### Data extracts
%%
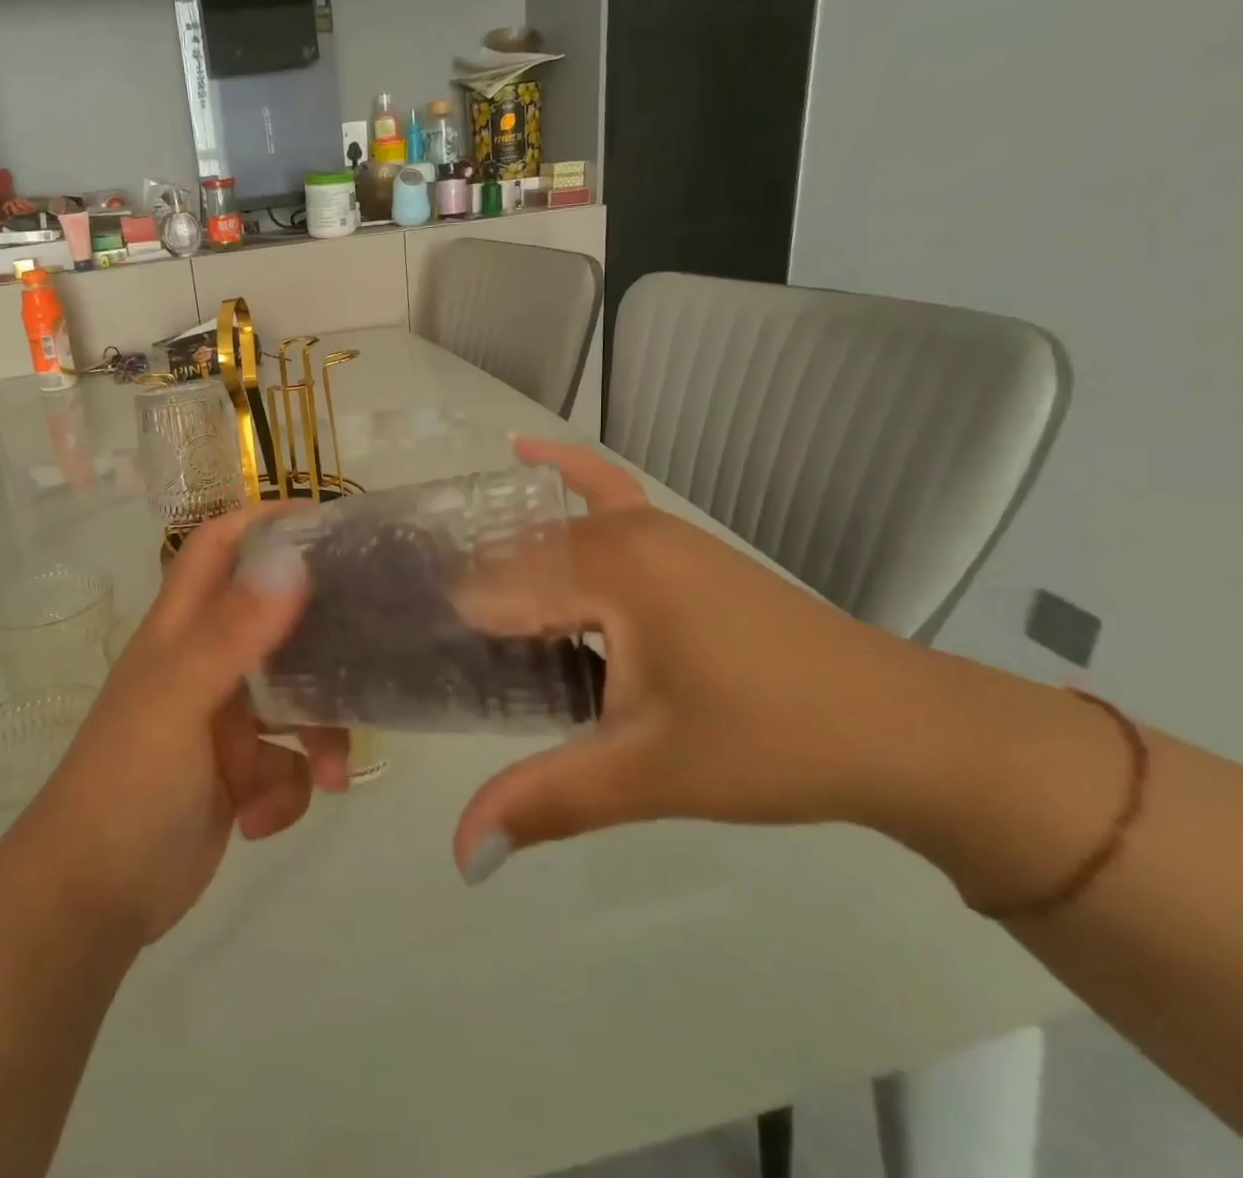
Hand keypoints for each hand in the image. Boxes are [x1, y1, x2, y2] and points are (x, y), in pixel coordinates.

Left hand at [11, 506, 348, 944]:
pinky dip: (288, 790)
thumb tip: (291, 561)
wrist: (92, 901)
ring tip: (329, 774)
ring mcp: (222, 720)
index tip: (324, 521)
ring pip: (295, 700)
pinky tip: (262, 820)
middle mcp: (204, 663)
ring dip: (318, 734)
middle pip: (274, 621)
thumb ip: (232, 632)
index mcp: (181, 630)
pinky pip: (287, 762)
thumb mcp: (179, 700)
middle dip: (319, 635)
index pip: (217, 548)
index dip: (261, 522)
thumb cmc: (127, 784)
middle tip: (370, 635)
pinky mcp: (238, 773)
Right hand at [451, 438, 933, 882]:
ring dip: (500, 561)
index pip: (491, 590)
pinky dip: (564, 470)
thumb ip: (546, 801)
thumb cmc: (771, 744)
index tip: (407, 658)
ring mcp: (652, 528)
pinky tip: (524, 451)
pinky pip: (606, 489)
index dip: (447, 627)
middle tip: (424, 650)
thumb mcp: (648, 774)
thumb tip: (458, 860)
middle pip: (511, 559)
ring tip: (451, 605)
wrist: (904, 729)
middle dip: (467, 600)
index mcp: (606, 570)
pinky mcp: (674, 541)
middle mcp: (620, 532)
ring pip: (546, 536)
%%
### What the task asks
In the data above, which lines have "ring"? Report each of them.

### Reply to the task
ring tip: (329, 774)
ring mcp: (222, 720)
ring pip: (295, 700)
ring dip: (318, 734)
ring dip: (500, 561)
ring mcp: (652, 528)
ring tip: (451, 605)
ring pip: (546, 536)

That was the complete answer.